• [Your objective] Pictures do not belong in the copy; restate the records below word for word.

(Records from a data collection)
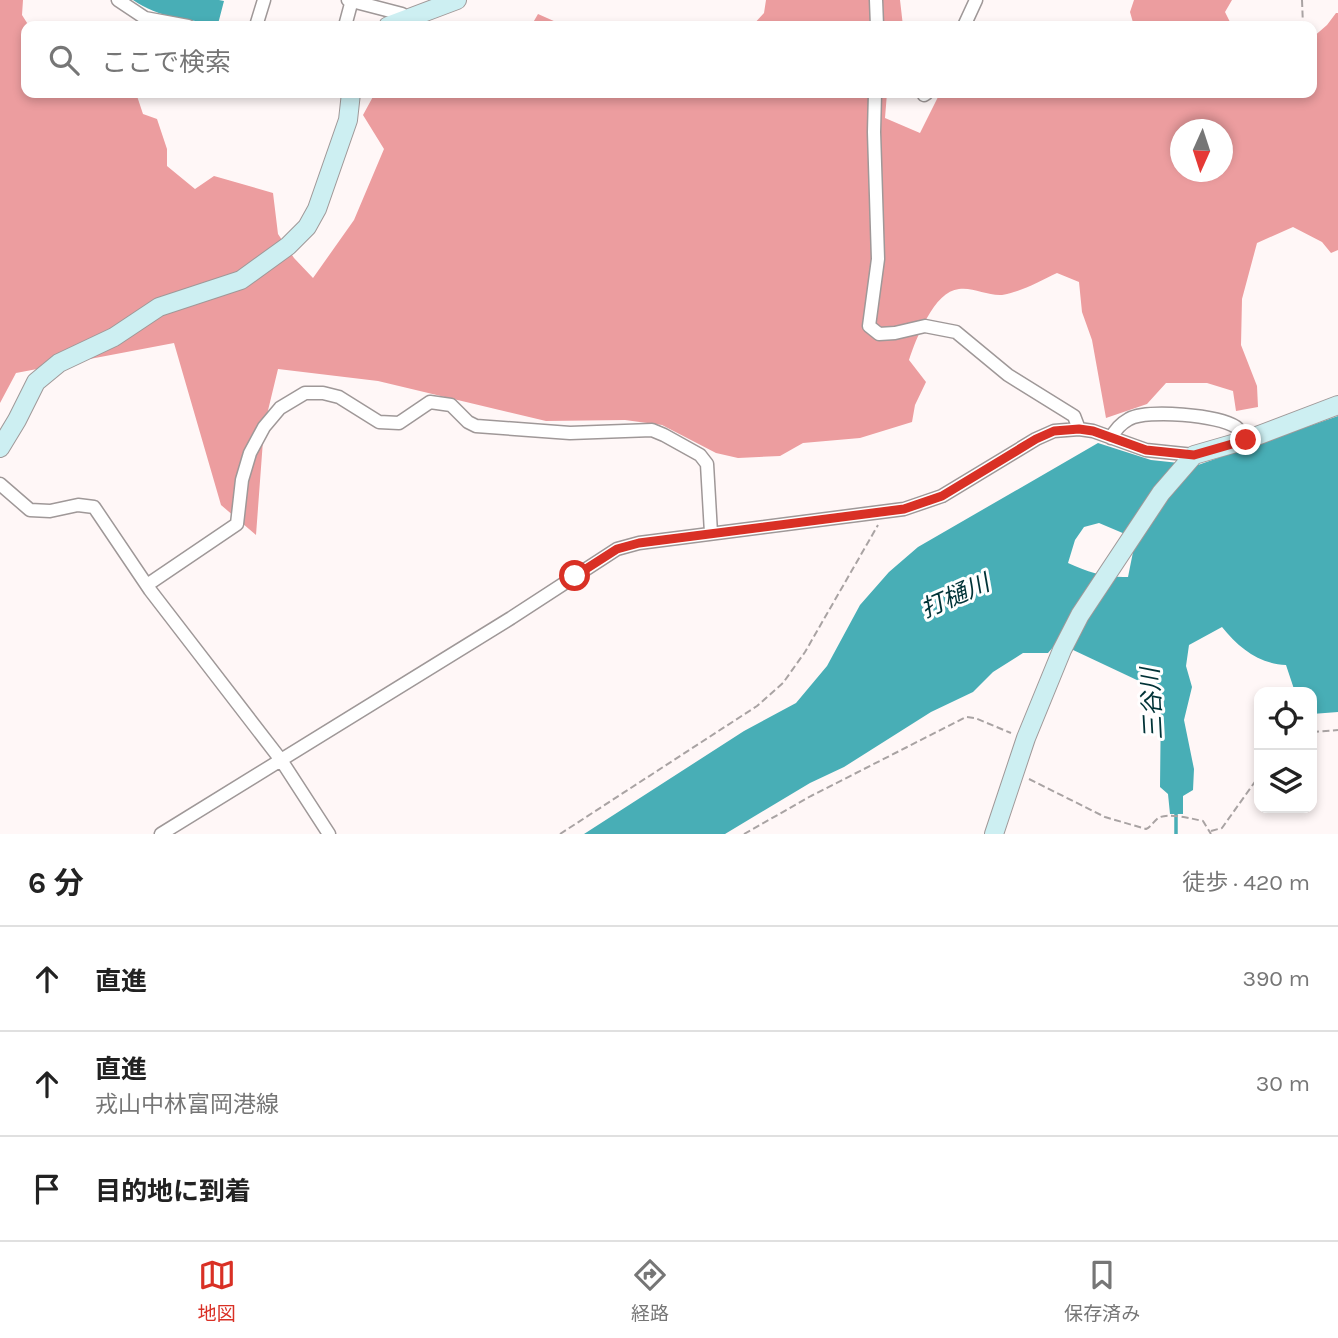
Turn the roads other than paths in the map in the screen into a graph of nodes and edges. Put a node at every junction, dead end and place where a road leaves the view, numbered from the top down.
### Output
1 (118, 0) edge
2 (264, 0) edge
3 (351, 0) edge
4 (457, 0) edge
5 (876, 0) edge
6 (976, 0) edge
7 (407, 19) junction
8 (157, 21) edge
9 (258, 21) edge
10 (346, 21) edge
11 (402, 21) edge
12 (877, 21) edge
13 (966, 21) edge
14 (350, 98) edge
15 (875, 98) edge
16 (1338, 405) edge
17 (1079, 429) junction
18 (1111, 439) junction
19 (1246, 440) junction
20 (0, 448) edge
21 (1192, 457) junction
22 (0, 484) edge
23 (711, 533) junction
24 (147, 585) junction
25 (281, 760) junction
26 (161, 834) edge
27 (329, 834) edge
28 (994, 834) edge

1 - 8 street
2 - 9 street
3 - 7 street
3 - 10 street
4 - 7 main road
5 - 12 street
6 - 13 street
7 - 11 main road
14 - 20 main road
15 - 17 street
16 - 19 main road
17 - 18 street
17 - 23 street
18 - 19 street
18 - 21 street
19 - 21 main road
21 - 28 main road
22 - 24 street
23 - 24 street
23 - 25 street
24 - 25 street
25 - 26 street
25 - 27 street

• [Exercise result]
Turn the roads other than paths in the map in the screen into a graph of nodes and edges. Put a node at every junction, dead end and place where a road leaves the view, numbered from the top down.
### Output
1 (118, 0) edge
2 (264, 0) edge
3 (351, 0) edge
4 (457, 0) edge
5 (876, 0) edge
6 (976, 0) edge
7 (407, 19) junction
8 (157, 21) edge
9 (258, 21) edge
10 (346, 21) edge
11 (402, 21) edge
12 (877, 21) edge
13 (966, 21) edge
14 (350, 98) edge
15 (875, 98) edge
16 (1338, 405) edge
17 (1079, 429) junction
18 (1111, 439) junction
19 (1246, 440) junction
20 (0, 448) edge
21 (1192, 457) junction
22 (0, 484) edge
23 (711, 533) junction
24 (147, 585) junction
25 (281, 760) junction
26 (161, 834) edge
27 (329, 834) edge
28 (994, 834) edge

1 - 8 street
2 - 9 street
3 - 7 street
3 - 10 street
4 - 7 main road
5 - 12 street
6 - 13 street
7 - 11 main road
14 - 20 main road
15 - 17 street
16 - 19 main road
17 - 18 street
17 - 23 street
18 - 19 street
18 - 21 street
19 - 21 main road
21 - 28 main road
22 - 24 street
23 - 24 street
23 - 25 street
24 - 25 street
25 - 26 street
25 - 27 street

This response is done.